1 Introduction
1.1 What this book is
A graduate textbook in advanced statistical computing for biostatistics, intended as the second volume in a two-book sequence. The introductory volume, Statistical Computing in the Age of AI, covers programming, numerical linear algebra, optimisation, simulation, bootstrap, the standard statistical models, and reproducibility infrastructure at a one-quarter graduate pace. This second volume picks up where that leaves off.
1.2 What ‘advanced’ means here
Three meanings, in increasing strength.
Deeper treatment of foundational topics. Chapters 1 and 2 (numerical stability, numerical linear algebra) revisit material the introductory volume touches but does not treat in depth. Floating-point arithmetic, condition numbers, sparse and iterative solvers, and BLAS-level performance issues are the load-bearing fundamentals for everything else; an advanced book that omits them is missing a layer.
Topics that exceed introductory scope. Chapters 3 through 7 (advanced optimisation, EM and its extensions, Monte Carlo in depth, MCMC in depth, modern Bayesian computation) extend the introductory treatment of each topic into the territory needed for current methodological research and applied practice with modern tools.
Topics that did not appear in the introductory volume at all. Chapters 8 through 12 (high-performance computing, high-dimensional methods, machine learning, software engineering for statisticians, advanced interactive visualisation) cover ground the introductory volume deliberately did not. Each is the kind of topic a practising biostatistician encounters mid-career and that graduate training should prepare them for.
1.3 What ‘in the Age of AI’ commits the book to
The subtitle is a structural commitment, not decoration. Every chapter has two named sections that exercise it:
The statistician’s contribution. Front-loaded; an explicit articulation of the judgements at the centre of the chapter that no large language model can make on the reader’s behalf. Advanced material is exactly where the human-LLM division of labour matters most: a careless prompt in an introductory bootstrap chapter produces a bug that a re-run will catch, but a careless prompt in an HMC or high-dimensional chapter produces results that look plausible and are wrong.
Collaborating with an LLM on <topic>. End of chapter; specific prompts paired with what to watch for and how to verify. Each prompt is structured as a triple: the prompt itself, the failure modes the LLM may exhibit, and a verification step the reader runs to catch them.
The framework is applied uniformly across the 12 chapters.
1.4 Reading order
Chapters can be read in order or out of order, with the following dependencies:
- Chapters 1, 2 (numerical foundations) underpin all the numerical work in 3 through 7.
- Chapter 3 (advanced optimisation) feeds chapter 4 (EM and its extensions) and chapter 9 (high-dimensional methods).
- Chapter 5 (Monte Carlo) feeds chapter 6 (MCMC) which feeds chapter 7 (modern Bayesian).
- Chapters 10 (machine learning), 11 (software engineering), and 12 (interactive visualisation) are largely independent of each other and of the numerical chapters, except that 10 uses optimisation tools from chapter 3.
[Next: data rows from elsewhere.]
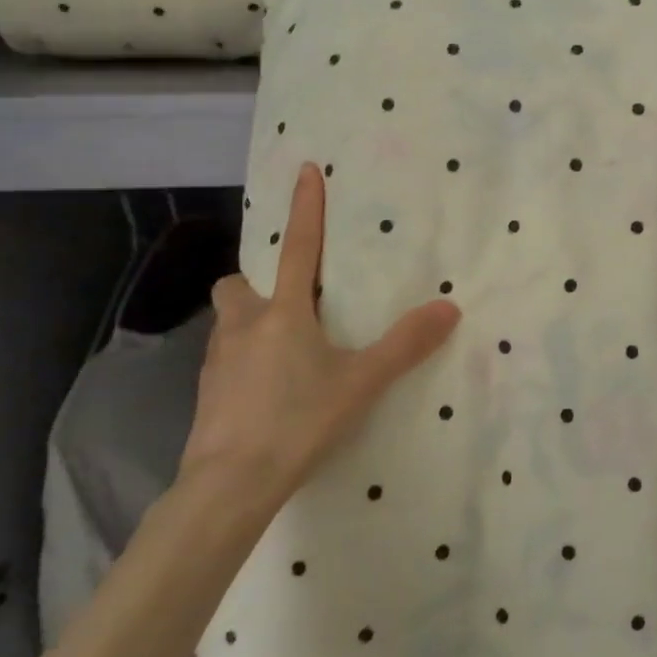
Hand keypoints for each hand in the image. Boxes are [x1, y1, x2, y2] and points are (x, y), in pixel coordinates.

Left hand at [180, 162, 460, 513]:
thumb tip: (449, 308)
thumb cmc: (298, 421)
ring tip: (284, 350)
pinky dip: (243, 361)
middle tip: (288, 300)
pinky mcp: (206, 396)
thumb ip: (405, 345)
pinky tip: (267, 390)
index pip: (297, 247)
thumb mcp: (361, 382)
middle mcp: (243, 327)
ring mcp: (217, 362)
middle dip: (257, 282)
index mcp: (282, 313)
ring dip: (250, 322)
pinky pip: (224, 361)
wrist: (229, 486)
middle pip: (238, 285)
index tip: (305, 170)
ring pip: (228, 323)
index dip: (304, 208)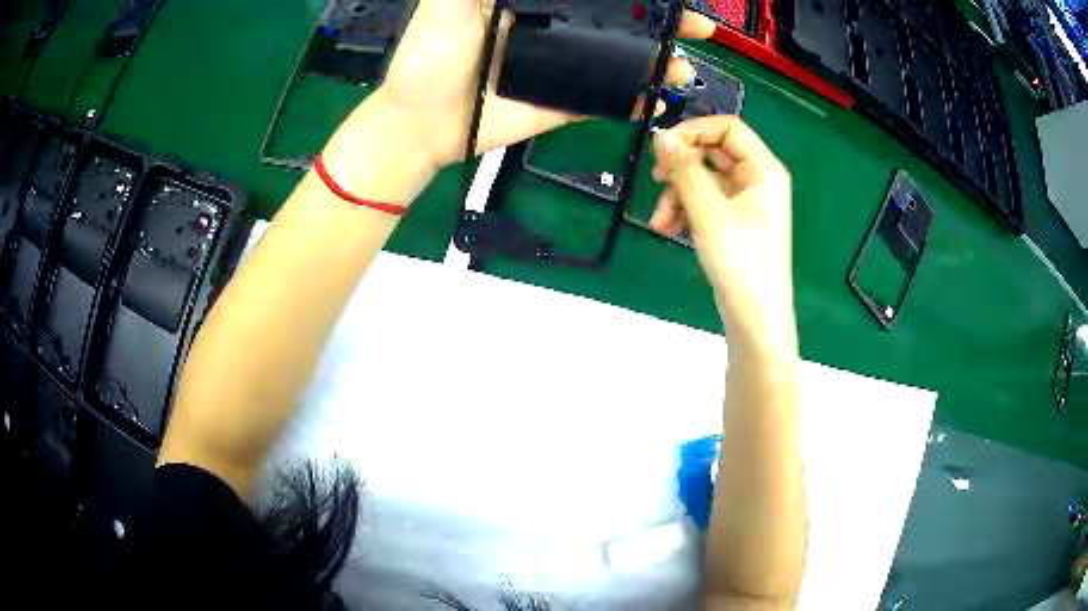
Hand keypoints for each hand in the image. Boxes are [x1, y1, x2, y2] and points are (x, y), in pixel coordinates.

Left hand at [366, 0, 716, 167]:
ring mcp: (561, 70)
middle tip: (697, 28)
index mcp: (532, 4)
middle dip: (660, 24)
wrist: (417, 125)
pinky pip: (603, 101)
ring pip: (619, 61)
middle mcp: (554, 32)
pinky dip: (633, 102)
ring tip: (683, 68)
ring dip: (657, 63)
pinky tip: (658, 101)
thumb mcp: (447, 5)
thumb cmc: (427, 59)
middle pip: (617, 24)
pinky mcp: (560, 104)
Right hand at [650, 116, 795, 357]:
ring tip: (659, 222)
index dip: (694, 131)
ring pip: (704, 180)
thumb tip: (661, 135)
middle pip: (713, 153)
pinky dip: (685, 211)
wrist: (755, 320)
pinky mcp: (734, 223)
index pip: (728, 128)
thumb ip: (684, 169)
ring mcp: (746, 203)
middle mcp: (757, 180)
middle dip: (681, 167)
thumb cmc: (740, 262)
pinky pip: (706, 203)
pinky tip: (667, 230)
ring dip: (677, 194)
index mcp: (763, 170)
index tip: (662, 146)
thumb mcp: (708, 212)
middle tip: (654, 179)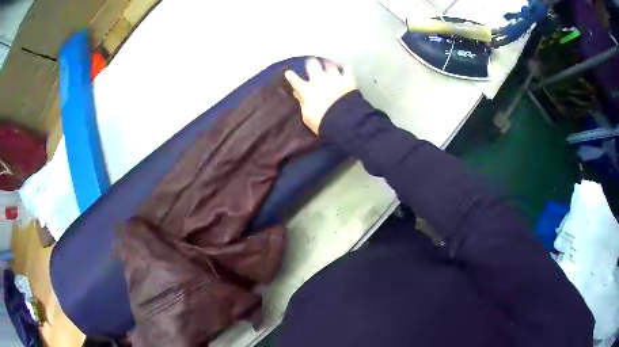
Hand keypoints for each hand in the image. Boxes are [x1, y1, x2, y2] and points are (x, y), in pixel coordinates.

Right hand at [284, 58, 356, 133]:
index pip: (295, 81)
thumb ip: (302, 103)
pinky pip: (347, 69)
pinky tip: (344, 67)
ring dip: (327, 63)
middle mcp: (319, 80)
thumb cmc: (322, 121)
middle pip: (312, 65)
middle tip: (311, 62)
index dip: (291, 76)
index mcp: (307, 90)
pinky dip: (345, 68)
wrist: (344, 121)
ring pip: (329, 64)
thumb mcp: (307, 116)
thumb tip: (297, 94)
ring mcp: (334, 78)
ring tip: (327, 62)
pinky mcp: (348, 80)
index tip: (288, 72)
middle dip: (310, 63)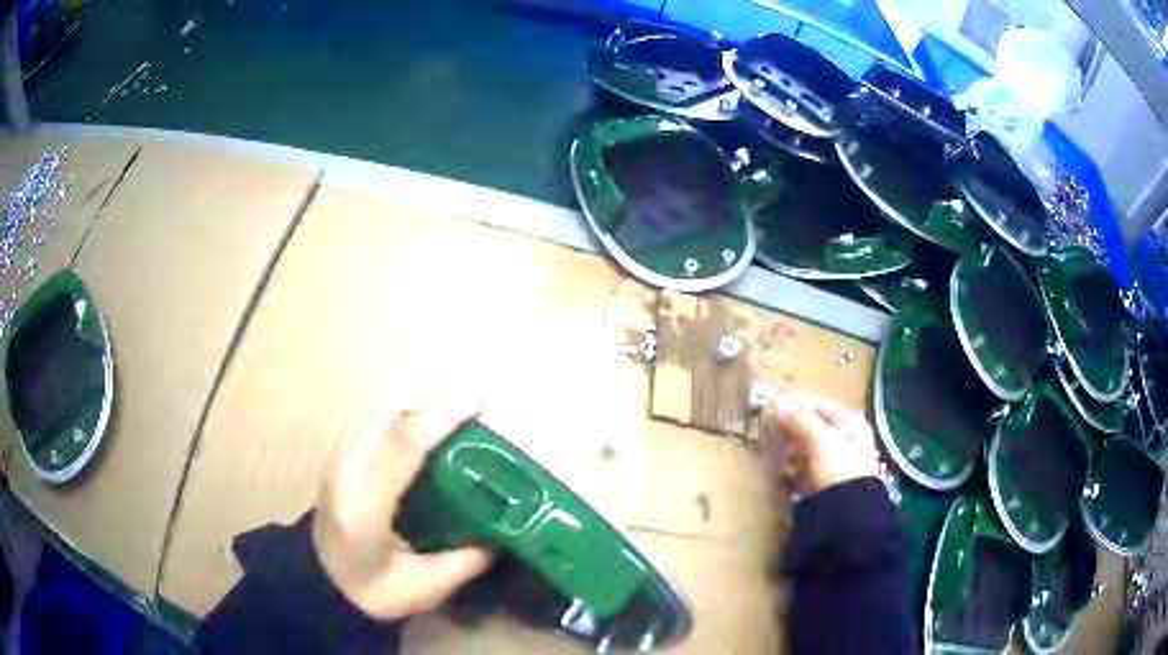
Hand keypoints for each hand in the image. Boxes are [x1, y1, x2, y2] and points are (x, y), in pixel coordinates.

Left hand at [312, 396, 493, 619]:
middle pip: (387, 409)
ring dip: (418, 400)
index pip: (403, 444)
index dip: (445, 414)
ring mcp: (334, 457)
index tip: (483, 400)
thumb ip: (465, 562)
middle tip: (477, 408)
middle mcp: (343, 470)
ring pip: (376, 405)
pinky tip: (424, 425)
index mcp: (364, 506)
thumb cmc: (370, 591)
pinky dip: (401, 408)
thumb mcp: (423, 589)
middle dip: (435, 400)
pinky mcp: (335, 452)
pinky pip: (369, 413)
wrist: (321, 583)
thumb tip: (504, 531)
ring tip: (455, 414)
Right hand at [764, 394, 877, 495]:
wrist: (844, 514)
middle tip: (775, 434)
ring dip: (792, 451)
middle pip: (814, 428)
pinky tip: (784, 472)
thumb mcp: (821, 441)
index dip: (799, 406)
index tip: (775, 410)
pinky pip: (805, 468)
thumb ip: (801, 421)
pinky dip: (794, 468)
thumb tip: (779, 406)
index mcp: (853, 425)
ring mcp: (836, 464)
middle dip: (794, 431)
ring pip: (808, 449)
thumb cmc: (838, 469)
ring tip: (779, 456)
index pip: (822, 407)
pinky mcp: (824, 483)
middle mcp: (847, 441)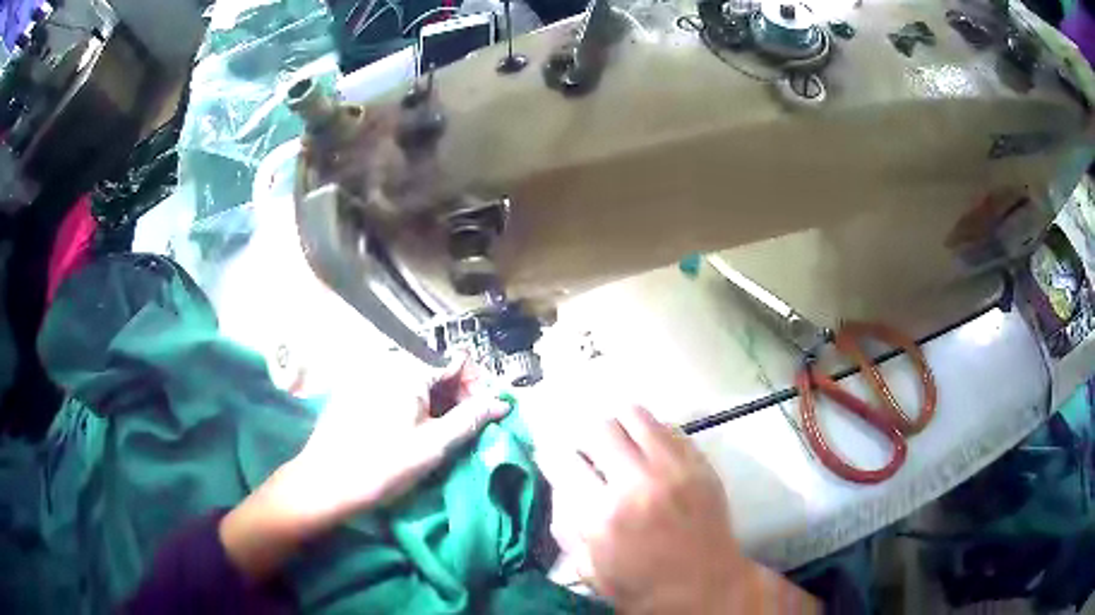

A reader following the dependencies in order treats the book as a course; a reader picking topics ad hoc treats it as a reference.
1.5 What this book does not cover
Topics that are typically taught in dedicated methods courses elsewhere in a biostatistics curriculum:
- Causal inference computing.
- Longitudinal data analysis beyond the introductory GLMM material.
- Missing-data computing in depth.
- Meta-analysis.
The book points to the standard references for each as they arise. The peer-syllabus survey in docs/syllabi-survey.md documents the rationale.
1.6 Software environment
The book assumes a current R installation, current Quarto, and the package set used in the introductory volume. New software introduced in this volume is named in the relevant chapter. The companion Biostatistics Practicum volume documents the workflow, infrastructure, and deployment conventions assumed throughout.